Show each line of the entries below in which the word "worn" appears.
____________
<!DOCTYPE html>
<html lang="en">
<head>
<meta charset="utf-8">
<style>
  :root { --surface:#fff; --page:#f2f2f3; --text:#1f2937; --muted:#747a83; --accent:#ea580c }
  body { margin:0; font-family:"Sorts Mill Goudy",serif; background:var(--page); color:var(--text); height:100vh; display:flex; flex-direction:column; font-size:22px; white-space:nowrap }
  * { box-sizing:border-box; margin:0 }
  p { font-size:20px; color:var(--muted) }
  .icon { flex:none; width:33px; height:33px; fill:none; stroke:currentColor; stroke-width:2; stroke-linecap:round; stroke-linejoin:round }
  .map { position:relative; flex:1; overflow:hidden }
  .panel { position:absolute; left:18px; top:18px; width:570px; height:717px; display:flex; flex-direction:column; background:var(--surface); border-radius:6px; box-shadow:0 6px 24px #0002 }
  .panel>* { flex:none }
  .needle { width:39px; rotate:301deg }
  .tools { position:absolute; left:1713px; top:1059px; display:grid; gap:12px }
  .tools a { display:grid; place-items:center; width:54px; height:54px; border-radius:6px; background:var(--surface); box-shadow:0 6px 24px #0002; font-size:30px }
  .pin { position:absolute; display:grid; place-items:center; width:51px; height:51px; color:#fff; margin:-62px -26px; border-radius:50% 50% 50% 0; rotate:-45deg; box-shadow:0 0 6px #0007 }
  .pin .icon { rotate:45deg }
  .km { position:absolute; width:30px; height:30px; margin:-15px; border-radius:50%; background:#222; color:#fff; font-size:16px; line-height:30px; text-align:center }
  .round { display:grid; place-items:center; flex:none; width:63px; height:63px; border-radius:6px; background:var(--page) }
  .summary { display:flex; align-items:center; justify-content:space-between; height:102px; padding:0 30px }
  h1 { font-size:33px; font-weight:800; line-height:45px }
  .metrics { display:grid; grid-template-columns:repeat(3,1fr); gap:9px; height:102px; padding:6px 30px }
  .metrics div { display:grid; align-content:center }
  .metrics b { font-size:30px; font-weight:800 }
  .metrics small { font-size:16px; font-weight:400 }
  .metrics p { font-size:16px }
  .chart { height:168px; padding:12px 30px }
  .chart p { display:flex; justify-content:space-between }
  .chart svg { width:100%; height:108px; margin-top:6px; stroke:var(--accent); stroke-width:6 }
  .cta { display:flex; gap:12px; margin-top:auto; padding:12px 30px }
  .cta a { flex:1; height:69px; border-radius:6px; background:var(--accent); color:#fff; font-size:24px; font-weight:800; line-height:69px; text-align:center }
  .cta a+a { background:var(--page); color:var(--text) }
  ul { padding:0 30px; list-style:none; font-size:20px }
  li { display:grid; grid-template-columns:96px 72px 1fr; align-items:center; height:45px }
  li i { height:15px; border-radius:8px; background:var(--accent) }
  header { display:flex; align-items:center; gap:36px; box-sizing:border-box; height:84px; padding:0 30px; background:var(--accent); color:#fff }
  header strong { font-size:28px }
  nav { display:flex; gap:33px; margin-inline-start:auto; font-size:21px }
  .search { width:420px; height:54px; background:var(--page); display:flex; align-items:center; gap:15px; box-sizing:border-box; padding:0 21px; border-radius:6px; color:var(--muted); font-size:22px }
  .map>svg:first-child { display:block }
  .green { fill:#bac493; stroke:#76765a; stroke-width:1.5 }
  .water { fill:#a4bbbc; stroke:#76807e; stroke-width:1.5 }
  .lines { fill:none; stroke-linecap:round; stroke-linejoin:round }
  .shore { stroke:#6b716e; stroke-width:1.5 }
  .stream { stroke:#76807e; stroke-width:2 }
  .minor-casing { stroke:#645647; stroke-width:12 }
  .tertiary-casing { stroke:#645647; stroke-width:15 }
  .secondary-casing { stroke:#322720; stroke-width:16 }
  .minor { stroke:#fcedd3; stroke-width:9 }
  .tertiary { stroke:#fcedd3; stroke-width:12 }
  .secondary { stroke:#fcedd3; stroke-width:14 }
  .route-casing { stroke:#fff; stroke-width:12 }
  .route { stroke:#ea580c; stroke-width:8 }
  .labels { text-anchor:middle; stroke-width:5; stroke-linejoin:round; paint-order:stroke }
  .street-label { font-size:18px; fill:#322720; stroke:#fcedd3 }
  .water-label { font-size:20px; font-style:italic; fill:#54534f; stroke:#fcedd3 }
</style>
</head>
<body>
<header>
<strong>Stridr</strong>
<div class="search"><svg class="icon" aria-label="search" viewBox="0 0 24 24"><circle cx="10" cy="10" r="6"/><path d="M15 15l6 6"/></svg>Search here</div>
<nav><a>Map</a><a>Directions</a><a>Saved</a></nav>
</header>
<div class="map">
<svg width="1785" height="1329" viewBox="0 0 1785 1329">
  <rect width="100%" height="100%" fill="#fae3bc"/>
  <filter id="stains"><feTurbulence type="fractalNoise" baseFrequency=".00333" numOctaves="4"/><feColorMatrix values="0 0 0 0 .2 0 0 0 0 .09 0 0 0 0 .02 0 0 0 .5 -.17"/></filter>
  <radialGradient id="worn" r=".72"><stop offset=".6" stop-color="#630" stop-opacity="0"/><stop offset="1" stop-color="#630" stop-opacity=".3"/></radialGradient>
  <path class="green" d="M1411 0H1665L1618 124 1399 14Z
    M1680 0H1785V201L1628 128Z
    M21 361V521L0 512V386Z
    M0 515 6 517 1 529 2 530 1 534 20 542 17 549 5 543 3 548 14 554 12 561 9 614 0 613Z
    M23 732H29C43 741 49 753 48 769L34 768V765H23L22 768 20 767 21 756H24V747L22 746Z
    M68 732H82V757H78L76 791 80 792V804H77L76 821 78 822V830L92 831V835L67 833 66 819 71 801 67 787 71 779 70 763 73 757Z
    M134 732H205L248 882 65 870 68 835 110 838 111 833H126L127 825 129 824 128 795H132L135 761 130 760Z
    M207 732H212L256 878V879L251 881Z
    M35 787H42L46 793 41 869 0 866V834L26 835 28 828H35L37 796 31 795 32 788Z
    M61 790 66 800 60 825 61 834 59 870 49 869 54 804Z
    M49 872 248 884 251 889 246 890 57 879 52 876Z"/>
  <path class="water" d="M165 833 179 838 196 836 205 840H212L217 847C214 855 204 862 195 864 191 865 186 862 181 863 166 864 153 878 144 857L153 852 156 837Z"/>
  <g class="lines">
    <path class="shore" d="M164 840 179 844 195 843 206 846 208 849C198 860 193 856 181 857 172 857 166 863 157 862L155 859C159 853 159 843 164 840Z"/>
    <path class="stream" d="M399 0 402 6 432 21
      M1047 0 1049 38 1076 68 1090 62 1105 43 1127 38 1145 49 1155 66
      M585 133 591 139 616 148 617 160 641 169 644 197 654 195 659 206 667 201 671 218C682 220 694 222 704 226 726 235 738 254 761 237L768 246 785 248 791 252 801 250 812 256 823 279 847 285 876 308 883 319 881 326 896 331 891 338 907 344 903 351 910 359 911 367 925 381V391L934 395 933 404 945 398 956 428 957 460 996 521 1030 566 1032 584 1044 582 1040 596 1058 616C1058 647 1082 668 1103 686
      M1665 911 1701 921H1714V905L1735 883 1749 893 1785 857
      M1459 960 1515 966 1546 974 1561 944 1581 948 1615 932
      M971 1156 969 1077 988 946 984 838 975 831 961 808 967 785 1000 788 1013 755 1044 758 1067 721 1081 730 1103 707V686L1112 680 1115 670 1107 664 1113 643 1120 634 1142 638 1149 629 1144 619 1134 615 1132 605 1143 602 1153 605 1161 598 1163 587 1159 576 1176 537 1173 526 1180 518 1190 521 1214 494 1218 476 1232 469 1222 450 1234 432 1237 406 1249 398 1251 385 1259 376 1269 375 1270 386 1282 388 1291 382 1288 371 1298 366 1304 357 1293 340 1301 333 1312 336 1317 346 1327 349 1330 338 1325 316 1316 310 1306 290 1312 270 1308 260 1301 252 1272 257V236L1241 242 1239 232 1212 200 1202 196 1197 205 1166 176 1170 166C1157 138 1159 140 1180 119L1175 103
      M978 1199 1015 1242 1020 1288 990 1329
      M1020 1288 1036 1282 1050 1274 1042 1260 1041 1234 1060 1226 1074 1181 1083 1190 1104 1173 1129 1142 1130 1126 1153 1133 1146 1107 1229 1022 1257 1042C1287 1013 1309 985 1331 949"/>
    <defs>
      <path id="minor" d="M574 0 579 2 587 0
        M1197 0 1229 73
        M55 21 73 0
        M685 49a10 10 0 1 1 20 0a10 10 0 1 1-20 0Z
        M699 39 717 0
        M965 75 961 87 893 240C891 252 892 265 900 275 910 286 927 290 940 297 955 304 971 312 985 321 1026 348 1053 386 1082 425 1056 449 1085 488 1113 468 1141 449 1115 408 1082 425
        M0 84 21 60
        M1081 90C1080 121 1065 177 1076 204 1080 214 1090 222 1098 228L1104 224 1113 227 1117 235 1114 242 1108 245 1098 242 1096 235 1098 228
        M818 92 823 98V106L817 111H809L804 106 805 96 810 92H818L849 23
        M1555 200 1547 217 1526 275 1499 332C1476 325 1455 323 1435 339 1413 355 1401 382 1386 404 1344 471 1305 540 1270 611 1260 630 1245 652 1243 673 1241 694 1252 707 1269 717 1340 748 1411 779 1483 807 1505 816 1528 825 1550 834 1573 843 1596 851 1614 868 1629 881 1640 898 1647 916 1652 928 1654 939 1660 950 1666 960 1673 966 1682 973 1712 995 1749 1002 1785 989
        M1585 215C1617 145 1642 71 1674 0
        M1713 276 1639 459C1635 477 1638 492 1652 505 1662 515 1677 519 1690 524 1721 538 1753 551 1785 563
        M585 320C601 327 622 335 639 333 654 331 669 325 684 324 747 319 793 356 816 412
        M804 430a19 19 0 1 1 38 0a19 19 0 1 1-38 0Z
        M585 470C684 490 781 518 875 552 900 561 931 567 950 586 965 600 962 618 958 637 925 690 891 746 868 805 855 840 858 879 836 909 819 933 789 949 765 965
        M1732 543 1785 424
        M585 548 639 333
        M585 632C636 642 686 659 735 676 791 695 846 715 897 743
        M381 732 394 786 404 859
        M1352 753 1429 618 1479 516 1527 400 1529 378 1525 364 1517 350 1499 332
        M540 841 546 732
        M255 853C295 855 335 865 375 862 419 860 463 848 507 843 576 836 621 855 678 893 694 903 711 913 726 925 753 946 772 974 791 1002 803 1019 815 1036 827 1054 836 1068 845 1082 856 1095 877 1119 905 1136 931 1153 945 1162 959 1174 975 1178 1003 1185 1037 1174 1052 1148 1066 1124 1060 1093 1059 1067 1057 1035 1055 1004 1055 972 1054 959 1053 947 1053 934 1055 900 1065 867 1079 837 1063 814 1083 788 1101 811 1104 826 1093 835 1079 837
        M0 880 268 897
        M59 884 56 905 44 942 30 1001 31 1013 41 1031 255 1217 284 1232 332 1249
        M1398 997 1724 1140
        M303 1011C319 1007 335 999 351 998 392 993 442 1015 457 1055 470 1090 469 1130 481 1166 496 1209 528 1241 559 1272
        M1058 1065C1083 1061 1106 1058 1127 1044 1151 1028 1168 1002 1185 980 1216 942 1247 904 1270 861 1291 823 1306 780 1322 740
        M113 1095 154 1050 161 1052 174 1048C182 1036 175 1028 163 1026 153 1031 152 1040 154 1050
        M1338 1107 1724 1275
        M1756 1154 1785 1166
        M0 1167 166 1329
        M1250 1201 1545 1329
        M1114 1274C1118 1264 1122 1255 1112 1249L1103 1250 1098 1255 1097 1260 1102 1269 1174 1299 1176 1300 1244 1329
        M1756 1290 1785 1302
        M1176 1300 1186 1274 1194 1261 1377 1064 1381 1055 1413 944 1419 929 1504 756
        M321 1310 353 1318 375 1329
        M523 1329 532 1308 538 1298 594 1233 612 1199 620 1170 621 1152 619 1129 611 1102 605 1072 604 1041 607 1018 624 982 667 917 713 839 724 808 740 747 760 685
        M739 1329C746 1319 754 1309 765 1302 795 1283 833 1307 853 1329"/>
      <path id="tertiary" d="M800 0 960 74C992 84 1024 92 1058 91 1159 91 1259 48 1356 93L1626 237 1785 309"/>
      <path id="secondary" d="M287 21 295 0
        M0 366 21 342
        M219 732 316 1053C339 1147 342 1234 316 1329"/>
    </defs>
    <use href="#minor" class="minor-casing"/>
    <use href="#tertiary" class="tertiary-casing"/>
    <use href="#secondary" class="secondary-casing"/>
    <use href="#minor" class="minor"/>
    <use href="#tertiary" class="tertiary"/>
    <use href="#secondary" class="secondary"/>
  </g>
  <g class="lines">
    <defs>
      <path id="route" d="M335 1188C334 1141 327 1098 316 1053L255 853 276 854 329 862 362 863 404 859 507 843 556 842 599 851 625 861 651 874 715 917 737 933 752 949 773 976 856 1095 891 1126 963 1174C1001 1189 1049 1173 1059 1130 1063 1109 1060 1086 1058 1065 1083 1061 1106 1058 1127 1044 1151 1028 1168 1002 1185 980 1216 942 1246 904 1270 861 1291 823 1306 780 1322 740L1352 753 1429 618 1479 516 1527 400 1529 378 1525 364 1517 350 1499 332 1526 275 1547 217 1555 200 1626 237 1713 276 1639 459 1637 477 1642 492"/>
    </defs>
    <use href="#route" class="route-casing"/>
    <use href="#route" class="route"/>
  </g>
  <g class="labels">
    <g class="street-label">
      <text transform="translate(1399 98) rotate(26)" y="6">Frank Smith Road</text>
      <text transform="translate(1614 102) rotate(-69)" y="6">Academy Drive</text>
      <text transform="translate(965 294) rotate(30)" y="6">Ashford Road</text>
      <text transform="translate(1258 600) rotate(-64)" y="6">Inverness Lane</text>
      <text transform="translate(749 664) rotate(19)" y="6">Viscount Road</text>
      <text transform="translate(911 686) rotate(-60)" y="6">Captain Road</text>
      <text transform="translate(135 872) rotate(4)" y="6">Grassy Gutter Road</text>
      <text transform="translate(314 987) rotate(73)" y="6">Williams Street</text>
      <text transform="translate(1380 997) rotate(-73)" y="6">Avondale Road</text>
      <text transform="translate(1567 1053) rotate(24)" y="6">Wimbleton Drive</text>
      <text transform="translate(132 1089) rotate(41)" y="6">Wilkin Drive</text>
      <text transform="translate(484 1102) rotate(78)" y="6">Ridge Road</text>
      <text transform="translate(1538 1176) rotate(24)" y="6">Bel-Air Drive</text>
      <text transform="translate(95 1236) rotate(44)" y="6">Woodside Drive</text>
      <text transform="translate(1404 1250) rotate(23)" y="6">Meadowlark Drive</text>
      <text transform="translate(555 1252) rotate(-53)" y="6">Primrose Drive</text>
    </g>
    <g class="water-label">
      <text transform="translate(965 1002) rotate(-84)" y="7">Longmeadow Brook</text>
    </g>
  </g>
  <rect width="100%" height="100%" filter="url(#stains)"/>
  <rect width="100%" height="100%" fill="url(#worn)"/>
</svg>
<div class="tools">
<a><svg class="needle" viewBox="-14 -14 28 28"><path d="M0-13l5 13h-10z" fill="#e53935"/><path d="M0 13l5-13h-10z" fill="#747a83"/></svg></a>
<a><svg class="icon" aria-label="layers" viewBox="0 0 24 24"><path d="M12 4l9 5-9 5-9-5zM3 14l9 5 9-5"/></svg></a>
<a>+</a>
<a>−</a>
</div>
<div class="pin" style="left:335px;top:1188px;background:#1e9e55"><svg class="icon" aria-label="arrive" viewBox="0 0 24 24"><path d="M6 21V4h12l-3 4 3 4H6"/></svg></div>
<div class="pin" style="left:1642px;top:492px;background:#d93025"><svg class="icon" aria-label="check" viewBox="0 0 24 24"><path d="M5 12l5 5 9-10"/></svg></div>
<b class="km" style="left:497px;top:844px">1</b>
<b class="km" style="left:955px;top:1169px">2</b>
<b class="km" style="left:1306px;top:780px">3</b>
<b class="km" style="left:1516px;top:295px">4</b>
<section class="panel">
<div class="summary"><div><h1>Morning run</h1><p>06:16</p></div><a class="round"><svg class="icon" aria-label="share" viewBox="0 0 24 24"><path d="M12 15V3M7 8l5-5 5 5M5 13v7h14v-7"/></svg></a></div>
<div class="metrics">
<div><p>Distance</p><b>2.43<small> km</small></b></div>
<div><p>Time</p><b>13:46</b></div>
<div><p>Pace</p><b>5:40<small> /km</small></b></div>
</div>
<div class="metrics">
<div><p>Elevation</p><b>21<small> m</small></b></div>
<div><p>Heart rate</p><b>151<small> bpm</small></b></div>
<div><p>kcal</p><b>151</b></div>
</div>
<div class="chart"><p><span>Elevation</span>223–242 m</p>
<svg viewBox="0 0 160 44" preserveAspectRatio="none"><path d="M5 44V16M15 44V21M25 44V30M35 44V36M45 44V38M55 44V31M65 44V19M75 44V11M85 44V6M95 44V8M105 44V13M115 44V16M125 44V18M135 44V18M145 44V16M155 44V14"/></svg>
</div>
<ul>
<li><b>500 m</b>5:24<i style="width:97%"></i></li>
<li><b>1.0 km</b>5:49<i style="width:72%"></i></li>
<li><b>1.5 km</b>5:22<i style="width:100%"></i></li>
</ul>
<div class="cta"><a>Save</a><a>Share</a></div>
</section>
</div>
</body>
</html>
____________
Exercise solution
  <radialGradient id="worn" r=".72"><stop offset=".6" stop-color="#630" stop-opacity="0"/><stop offset="1" stop-color="#630" stop-opacity=".3"/></radialGradient>
  <rect width="100%" height="100%" fill="url(#worn)"/>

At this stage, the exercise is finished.